# [TASK DESCRIPTION]
Copy each line below containing "body".

# [DATA EXTRACT]
# # #
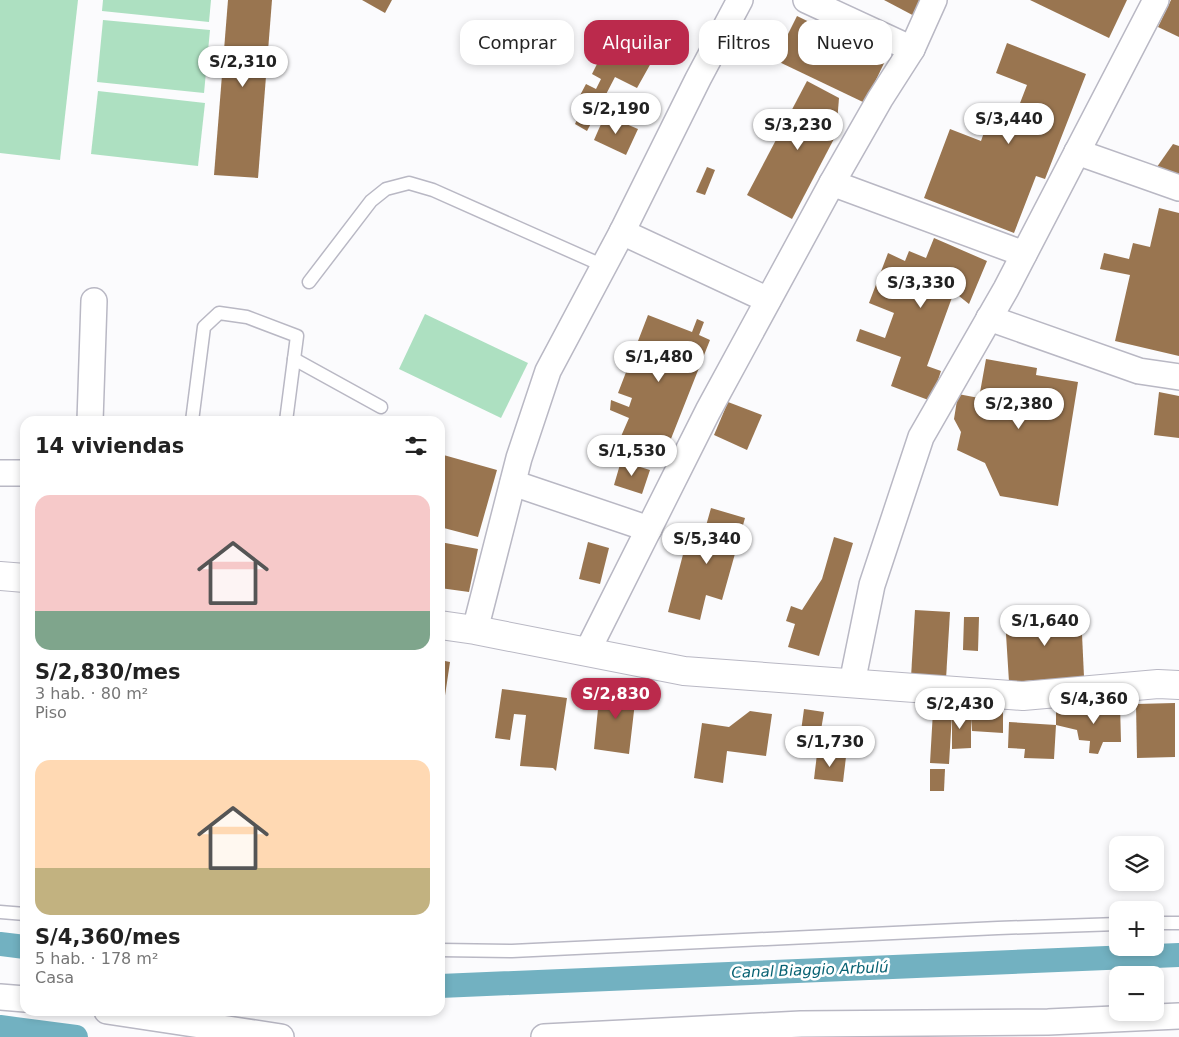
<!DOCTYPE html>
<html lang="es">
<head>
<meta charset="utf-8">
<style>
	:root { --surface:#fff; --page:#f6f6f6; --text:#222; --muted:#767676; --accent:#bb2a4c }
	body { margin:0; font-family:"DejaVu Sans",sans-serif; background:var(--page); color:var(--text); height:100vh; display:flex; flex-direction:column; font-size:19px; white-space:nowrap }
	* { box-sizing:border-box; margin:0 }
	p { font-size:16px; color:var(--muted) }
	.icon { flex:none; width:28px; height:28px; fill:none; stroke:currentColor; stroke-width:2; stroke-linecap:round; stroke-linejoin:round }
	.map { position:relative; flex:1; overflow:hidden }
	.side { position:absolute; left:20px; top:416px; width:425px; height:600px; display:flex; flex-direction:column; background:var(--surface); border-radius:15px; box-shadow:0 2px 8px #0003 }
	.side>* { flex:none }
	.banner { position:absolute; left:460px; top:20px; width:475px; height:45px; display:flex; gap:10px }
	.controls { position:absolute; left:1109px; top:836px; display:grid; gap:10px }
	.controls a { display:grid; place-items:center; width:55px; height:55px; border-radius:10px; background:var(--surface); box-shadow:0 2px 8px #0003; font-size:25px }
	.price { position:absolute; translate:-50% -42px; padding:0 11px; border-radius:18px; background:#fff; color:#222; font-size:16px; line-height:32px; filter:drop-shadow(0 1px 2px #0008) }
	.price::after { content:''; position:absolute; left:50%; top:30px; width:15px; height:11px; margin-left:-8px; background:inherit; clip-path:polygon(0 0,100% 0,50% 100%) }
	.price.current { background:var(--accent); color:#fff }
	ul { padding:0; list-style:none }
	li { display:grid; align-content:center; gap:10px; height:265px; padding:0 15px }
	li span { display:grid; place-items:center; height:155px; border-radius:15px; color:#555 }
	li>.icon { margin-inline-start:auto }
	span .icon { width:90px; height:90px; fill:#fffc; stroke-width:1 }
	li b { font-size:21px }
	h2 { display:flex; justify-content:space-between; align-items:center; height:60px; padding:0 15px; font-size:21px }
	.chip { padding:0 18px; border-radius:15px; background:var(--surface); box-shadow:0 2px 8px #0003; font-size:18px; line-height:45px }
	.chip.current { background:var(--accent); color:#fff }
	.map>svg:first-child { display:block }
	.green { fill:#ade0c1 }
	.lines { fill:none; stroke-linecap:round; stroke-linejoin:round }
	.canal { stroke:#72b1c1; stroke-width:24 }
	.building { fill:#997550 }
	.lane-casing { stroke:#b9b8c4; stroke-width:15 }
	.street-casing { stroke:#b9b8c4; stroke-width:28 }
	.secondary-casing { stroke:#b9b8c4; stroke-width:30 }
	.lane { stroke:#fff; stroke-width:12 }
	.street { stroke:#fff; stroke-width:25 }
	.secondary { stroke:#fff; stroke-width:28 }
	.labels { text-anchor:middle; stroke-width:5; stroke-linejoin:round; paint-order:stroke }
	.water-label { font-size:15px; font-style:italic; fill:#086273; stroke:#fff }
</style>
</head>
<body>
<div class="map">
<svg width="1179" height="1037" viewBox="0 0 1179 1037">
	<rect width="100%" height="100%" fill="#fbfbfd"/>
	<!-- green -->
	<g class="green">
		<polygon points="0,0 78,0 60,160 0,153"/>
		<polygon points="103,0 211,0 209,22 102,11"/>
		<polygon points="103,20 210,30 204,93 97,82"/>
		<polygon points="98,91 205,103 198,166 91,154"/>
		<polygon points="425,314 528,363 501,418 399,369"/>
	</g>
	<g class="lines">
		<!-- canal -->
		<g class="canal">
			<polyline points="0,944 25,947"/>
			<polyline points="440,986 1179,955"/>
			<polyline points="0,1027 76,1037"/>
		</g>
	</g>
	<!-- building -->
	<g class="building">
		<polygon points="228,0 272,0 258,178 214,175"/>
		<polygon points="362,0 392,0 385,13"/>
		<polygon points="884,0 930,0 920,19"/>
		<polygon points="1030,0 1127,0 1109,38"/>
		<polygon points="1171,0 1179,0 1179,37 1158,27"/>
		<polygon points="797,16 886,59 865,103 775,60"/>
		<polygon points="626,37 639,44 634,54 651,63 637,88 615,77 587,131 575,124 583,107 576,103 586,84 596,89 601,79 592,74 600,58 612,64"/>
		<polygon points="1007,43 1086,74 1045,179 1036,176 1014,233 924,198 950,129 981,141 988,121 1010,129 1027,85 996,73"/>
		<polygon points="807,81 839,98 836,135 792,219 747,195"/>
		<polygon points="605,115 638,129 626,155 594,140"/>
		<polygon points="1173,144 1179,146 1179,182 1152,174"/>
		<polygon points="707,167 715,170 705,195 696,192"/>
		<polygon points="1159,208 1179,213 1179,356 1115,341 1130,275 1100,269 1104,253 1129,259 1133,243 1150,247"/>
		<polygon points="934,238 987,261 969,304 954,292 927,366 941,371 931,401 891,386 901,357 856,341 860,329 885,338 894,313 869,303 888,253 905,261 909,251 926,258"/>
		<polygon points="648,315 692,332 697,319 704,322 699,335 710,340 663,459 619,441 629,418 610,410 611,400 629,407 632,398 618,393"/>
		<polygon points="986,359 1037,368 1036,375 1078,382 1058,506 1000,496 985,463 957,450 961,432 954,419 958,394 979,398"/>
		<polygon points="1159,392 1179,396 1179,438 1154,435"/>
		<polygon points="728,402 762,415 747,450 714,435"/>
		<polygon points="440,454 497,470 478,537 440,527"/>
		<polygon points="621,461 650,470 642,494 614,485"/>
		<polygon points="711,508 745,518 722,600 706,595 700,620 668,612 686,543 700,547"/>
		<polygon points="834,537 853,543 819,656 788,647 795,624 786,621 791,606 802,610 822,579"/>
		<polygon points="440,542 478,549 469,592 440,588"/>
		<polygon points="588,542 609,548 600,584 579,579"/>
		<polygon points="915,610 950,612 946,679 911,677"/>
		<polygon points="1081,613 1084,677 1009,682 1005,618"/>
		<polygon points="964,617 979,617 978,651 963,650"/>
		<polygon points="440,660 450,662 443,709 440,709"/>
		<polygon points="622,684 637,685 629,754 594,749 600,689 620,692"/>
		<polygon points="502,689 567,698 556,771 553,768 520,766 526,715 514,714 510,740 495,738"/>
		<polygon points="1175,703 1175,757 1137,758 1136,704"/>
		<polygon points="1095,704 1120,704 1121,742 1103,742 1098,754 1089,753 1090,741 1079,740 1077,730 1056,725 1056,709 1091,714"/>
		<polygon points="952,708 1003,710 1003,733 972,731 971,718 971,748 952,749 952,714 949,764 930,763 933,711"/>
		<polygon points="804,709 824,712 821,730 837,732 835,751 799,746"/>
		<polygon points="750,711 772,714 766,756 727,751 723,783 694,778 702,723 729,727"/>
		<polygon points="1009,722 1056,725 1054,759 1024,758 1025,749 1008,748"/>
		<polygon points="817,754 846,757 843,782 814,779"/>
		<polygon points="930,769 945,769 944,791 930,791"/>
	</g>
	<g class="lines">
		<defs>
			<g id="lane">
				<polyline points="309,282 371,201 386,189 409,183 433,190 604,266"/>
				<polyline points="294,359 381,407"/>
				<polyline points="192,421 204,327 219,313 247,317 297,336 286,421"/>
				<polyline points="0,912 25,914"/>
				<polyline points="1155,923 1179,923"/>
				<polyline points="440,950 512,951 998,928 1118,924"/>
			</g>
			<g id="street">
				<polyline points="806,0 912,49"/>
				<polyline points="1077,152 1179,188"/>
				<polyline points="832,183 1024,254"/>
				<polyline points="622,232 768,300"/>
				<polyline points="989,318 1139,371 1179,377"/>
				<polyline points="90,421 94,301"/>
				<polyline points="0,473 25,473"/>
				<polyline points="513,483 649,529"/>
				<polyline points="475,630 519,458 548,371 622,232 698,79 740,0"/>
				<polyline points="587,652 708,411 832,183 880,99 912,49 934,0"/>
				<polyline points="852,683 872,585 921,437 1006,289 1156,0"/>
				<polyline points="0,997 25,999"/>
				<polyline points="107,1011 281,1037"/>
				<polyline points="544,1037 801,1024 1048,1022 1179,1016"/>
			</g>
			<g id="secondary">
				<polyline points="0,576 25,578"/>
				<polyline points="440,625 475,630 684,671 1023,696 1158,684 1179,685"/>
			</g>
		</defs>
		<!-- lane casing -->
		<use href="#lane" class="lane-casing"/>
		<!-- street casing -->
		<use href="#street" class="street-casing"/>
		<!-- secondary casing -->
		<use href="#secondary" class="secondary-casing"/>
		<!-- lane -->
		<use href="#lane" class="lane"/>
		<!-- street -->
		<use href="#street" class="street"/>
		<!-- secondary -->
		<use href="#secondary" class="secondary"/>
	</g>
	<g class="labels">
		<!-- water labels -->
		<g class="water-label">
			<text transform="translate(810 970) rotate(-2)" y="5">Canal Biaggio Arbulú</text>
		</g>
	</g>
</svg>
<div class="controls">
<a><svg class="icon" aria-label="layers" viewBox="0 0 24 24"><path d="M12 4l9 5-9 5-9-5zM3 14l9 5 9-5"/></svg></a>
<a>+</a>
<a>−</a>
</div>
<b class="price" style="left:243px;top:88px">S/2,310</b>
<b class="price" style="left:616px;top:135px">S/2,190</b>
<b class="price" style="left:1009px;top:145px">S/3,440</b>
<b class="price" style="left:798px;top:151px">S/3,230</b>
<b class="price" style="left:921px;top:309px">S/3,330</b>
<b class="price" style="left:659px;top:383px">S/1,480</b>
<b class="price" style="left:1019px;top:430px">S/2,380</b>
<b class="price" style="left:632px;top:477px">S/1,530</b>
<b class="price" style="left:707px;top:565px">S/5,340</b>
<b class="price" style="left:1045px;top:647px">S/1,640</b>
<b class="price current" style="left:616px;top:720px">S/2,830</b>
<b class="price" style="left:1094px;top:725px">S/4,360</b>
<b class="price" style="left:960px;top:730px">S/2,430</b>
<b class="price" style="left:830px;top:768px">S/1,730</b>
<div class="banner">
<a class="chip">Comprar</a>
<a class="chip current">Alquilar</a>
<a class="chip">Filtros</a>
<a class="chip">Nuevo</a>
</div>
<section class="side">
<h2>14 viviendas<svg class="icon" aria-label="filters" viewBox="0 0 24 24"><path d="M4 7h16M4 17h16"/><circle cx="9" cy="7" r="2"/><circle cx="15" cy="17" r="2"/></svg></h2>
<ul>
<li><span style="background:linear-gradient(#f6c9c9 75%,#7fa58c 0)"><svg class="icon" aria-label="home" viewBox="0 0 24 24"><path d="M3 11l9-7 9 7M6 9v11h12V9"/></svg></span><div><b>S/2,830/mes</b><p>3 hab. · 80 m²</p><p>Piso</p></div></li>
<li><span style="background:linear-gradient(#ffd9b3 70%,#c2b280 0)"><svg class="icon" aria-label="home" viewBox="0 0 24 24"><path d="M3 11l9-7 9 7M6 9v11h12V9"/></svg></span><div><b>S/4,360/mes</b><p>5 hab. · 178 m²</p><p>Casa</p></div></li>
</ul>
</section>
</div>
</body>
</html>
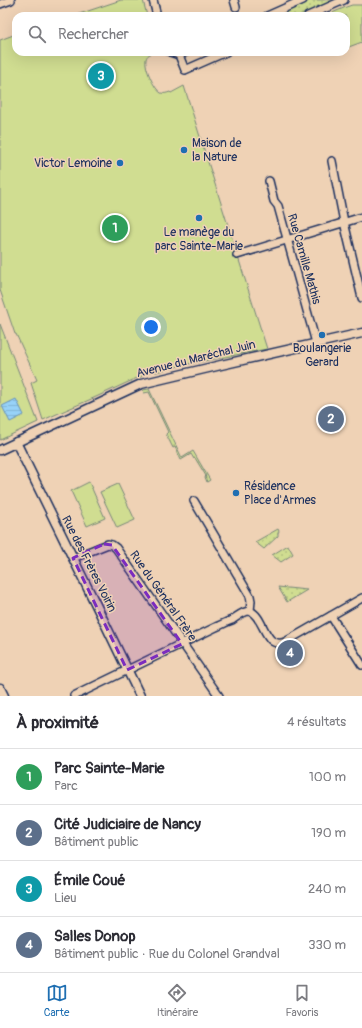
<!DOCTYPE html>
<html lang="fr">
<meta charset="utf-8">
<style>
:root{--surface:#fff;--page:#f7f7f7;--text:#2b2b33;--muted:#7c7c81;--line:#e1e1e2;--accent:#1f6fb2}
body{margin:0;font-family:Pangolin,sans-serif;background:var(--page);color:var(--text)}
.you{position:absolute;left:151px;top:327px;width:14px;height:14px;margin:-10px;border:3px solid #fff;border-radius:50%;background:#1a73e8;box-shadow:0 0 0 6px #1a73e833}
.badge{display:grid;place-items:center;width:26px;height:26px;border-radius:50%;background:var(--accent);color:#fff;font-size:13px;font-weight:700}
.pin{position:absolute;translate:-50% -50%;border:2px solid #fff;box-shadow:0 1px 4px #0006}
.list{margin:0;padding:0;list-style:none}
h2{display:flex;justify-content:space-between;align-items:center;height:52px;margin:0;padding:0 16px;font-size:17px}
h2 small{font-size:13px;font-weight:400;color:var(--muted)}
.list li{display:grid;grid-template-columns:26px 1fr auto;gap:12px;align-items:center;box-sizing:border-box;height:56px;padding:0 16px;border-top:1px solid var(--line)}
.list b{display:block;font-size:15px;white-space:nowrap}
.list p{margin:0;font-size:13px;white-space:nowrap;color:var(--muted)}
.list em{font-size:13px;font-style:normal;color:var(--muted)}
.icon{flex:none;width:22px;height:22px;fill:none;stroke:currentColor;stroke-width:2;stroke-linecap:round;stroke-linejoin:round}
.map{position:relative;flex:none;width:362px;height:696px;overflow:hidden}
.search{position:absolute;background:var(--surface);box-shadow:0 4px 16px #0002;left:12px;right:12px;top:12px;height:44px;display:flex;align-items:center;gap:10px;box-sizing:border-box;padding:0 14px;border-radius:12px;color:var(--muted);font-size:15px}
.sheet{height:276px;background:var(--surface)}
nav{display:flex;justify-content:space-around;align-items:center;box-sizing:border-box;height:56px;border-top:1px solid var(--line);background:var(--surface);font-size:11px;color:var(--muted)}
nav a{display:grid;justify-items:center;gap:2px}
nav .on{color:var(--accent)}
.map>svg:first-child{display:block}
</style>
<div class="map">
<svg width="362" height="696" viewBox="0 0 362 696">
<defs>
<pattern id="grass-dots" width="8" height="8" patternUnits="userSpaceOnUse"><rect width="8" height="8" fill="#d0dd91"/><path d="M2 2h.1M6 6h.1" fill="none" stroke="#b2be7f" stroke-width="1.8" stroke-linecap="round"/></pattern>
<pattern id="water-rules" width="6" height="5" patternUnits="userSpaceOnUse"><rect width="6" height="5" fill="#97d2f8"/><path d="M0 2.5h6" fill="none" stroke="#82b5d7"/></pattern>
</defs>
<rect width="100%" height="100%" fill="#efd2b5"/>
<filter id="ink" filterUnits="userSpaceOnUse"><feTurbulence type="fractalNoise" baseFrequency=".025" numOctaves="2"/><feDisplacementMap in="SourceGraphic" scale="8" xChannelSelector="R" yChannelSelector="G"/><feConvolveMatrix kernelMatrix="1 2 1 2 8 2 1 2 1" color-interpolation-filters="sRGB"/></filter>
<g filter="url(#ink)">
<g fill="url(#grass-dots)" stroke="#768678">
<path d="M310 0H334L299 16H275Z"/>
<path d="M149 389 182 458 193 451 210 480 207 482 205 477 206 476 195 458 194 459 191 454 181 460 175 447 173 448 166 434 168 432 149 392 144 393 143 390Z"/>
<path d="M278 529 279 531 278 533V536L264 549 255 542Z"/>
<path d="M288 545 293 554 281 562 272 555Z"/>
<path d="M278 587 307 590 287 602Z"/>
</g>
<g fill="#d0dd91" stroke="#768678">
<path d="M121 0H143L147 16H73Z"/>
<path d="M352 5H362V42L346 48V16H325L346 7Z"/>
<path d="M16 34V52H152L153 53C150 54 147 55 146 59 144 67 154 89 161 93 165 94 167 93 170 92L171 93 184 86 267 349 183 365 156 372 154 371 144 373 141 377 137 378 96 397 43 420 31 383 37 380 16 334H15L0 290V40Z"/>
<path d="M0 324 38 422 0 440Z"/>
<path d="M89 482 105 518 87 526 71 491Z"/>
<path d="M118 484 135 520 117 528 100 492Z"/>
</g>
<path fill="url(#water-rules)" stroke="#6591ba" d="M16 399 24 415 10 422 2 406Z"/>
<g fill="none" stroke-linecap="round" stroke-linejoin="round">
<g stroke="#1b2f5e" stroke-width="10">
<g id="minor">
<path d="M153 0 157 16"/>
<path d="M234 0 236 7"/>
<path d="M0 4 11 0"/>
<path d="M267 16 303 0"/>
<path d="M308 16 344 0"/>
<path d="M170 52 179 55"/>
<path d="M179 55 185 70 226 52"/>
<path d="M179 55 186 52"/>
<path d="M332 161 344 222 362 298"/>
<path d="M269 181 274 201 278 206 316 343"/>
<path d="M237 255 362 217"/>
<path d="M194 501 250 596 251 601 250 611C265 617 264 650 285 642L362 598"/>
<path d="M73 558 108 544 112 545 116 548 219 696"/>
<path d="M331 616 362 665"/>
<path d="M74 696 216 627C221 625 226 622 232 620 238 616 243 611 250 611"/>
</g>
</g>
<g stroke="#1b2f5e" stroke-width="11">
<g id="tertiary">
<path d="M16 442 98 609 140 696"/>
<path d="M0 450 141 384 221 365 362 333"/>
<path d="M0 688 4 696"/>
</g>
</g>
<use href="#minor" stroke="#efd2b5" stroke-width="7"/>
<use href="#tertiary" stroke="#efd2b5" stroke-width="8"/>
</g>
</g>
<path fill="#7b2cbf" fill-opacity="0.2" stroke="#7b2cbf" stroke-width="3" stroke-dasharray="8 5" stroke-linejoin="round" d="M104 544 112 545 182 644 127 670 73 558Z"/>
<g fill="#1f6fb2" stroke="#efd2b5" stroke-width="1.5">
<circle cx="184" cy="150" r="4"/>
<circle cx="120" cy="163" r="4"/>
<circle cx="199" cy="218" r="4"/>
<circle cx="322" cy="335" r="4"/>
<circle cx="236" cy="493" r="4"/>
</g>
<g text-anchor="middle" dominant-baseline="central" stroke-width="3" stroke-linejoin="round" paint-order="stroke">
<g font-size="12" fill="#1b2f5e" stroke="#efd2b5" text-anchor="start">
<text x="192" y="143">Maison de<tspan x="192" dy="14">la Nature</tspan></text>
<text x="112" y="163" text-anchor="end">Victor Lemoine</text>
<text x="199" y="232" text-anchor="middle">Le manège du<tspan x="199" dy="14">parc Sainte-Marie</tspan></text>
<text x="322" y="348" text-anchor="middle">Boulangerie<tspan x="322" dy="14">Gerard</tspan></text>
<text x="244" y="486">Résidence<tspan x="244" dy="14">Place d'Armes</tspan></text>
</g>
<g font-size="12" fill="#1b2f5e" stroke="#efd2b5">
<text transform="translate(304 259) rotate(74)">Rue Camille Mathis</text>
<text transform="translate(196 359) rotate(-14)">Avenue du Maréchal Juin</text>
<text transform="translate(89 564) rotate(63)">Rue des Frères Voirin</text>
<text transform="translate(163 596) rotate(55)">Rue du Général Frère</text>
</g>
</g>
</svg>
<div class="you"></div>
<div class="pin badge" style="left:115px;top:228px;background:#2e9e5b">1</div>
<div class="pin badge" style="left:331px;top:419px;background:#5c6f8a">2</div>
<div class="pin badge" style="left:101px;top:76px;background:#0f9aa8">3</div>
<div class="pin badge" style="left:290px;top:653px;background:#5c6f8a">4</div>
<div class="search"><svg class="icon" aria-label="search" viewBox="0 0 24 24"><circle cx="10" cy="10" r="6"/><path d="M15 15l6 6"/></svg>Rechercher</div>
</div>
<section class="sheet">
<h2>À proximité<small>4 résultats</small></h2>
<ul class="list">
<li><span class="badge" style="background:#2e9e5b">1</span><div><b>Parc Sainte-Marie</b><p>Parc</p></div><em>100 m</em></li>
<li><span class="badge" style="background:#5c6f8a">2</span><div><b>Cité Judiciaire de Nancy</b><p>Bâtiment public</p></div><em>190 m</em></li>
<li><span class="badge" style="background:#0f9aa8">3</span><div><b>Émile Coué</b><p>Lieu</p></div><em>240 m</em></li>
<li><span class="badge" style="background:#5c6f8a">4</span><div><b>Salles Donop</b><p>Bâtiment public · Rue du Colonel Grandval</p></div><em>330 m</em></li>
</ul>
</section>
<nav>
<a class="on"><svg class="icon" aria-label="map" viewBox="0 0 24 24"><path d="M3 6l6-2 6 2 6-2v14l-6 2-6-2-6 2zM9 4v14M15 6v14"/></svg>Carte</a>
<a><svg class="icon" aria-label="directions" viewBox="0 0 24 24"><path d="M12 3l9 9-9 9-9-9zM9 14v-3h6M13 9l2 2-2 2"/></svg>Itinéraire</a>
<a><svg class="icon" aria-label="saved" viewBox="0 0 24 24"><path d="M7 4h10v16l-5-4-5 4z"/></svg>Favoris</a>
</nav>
# # #
# [SOLUTION FOR THIS PROBLEM]
	body { margin:0; font-family:"DejaVu Sans",sans-serif; background:var(--page); color:var(--text); height:100vh; display:flex; flex-direction:column; font-size:19px; white-space:nowrap }
<body>
</body>
body{margin:0;font-family:Pangolin,sans-serif;background:var(--page);color:var(--text)}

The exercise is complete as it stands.